DESCRIPTION OF THE TASK »
Throughout the listing that follows, find each line with the word "road" and copy it.

SOURCE MATERIAL »
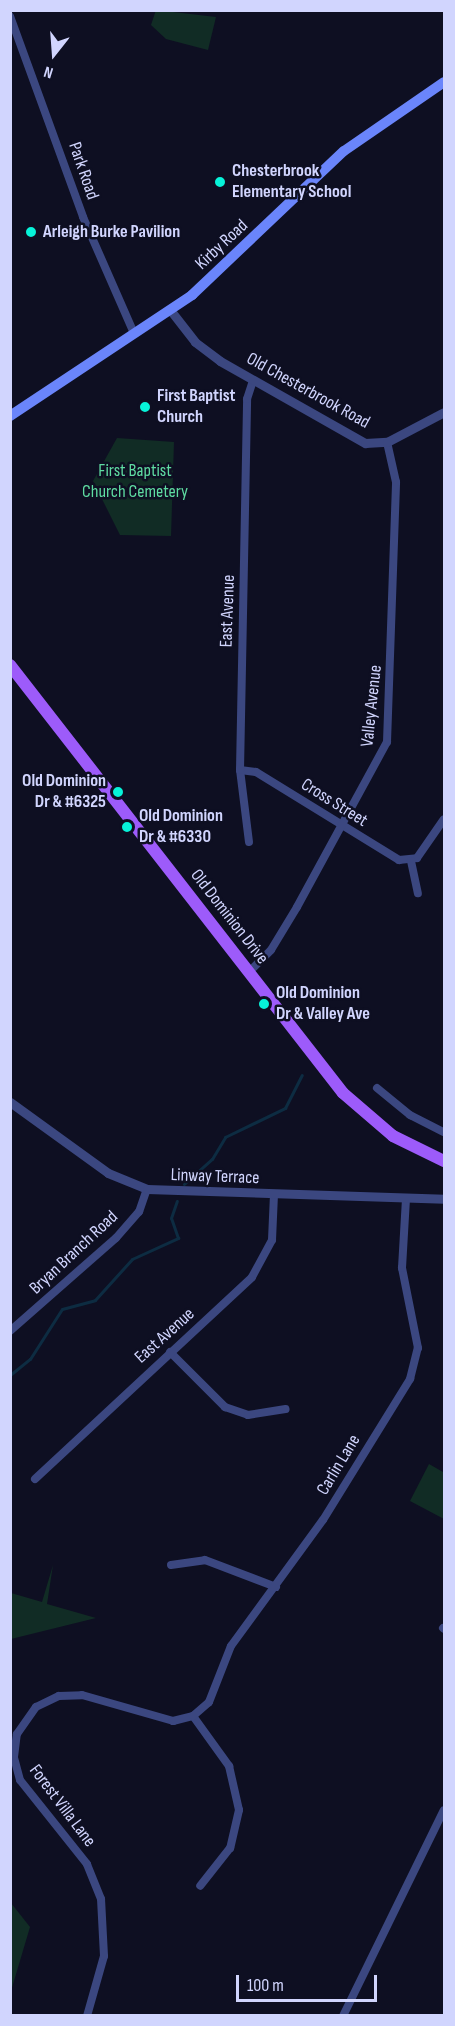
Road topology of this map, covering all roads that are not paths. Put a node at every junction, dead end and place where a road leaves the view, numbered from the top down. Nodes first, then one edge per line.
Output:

---

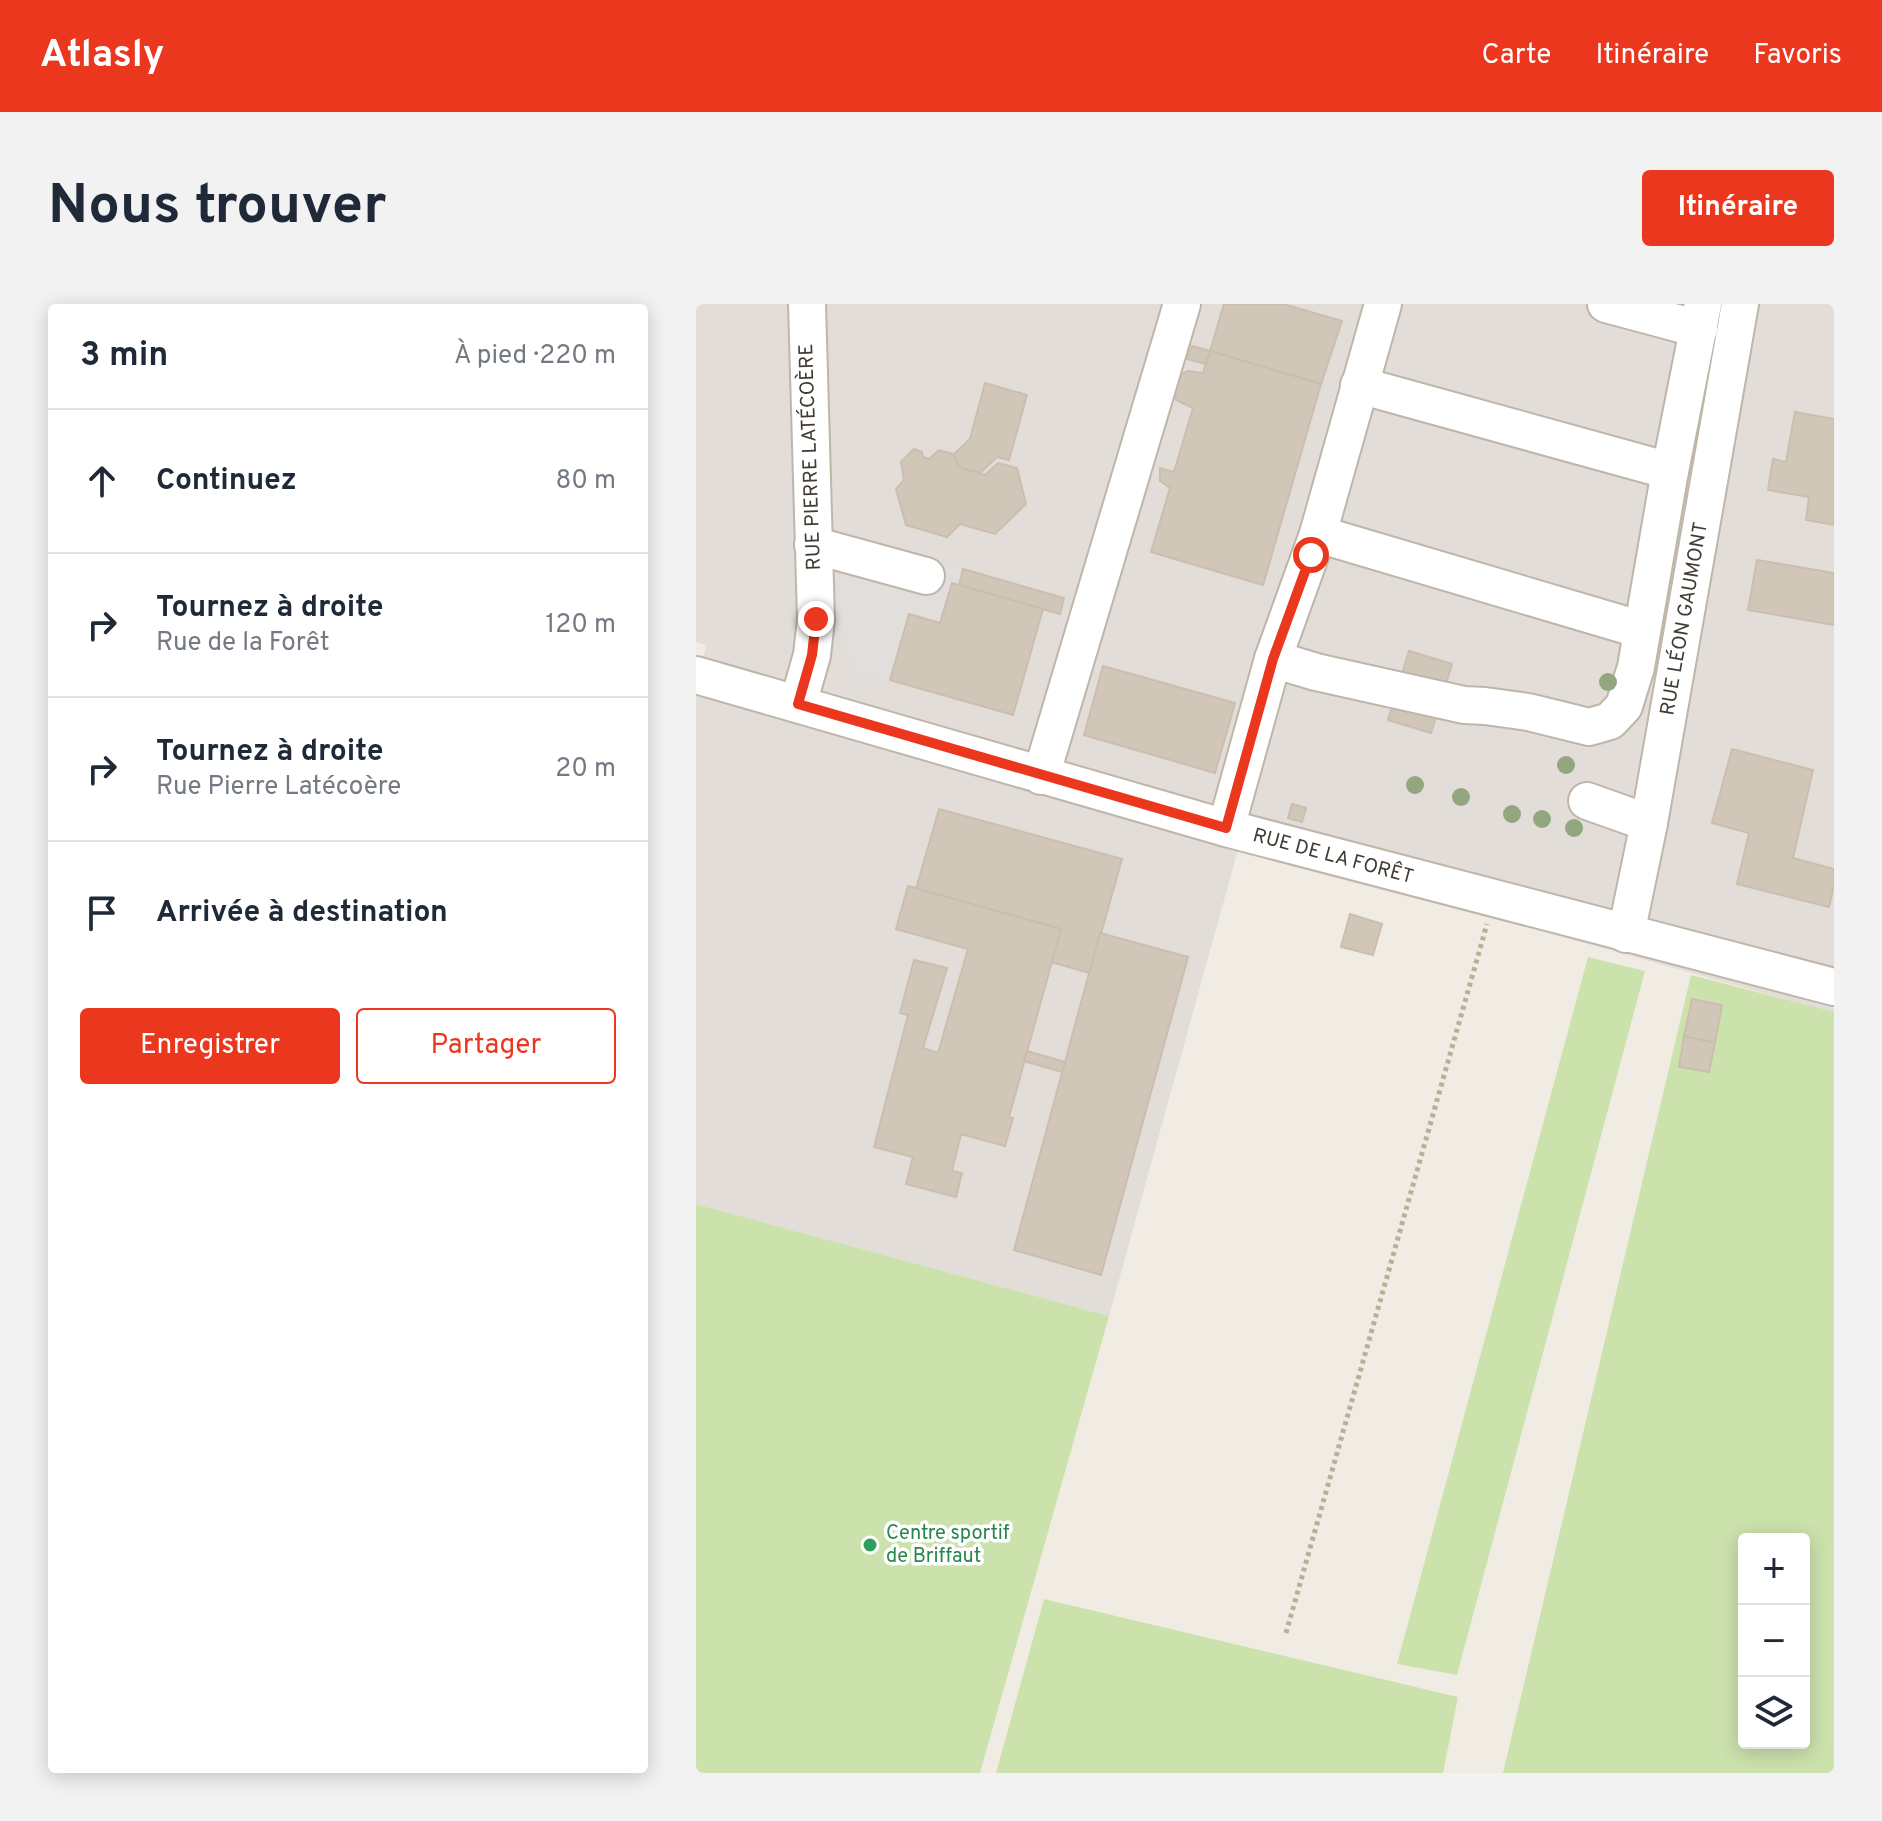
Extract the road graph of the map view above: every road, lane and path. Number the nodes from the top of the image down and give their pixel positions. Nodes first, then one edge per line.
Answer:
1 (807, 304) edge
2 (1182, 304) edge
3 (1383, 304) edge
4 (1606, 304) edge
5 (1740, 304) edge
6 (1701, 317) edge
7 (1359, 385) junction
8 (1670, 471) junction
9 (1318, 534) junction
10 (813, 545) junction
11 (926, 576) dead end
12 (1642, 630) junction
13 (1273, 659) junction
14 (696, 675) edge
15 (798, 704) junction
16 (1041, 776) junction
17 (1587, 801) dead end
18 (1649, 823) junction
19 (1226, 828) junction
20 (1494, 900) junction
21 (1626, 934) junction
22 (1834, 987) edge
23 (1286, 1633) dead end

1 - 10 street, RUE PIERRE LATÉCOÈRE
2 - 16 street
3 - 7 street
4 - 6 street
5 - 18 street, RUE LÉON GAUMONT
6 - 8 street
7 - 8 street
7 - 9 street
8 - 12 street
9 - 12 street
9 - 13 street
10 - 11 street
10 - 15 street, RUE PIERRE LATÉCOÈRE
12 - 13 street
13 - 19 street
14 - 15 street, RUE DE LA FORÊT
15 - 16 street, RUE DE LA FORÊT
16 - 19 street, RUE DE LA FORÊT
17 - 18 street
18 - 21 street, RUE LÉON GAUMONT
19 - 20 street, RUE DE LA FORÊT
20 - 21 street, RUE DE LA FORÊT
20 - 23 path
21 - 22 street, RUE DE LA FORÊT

WRITTEN SOLUTION »
Road topology of this map, covering all roads that are not paths. Put a node at every junction, dead end and place where a road leaves the view, numbered from the top down. Nodes first, then one edge per line.
Extract the road graph of the map view above: every road, lane and path. Number the nodes from the top of the image down and give their pixel positions. Nodes first, then one edge per line.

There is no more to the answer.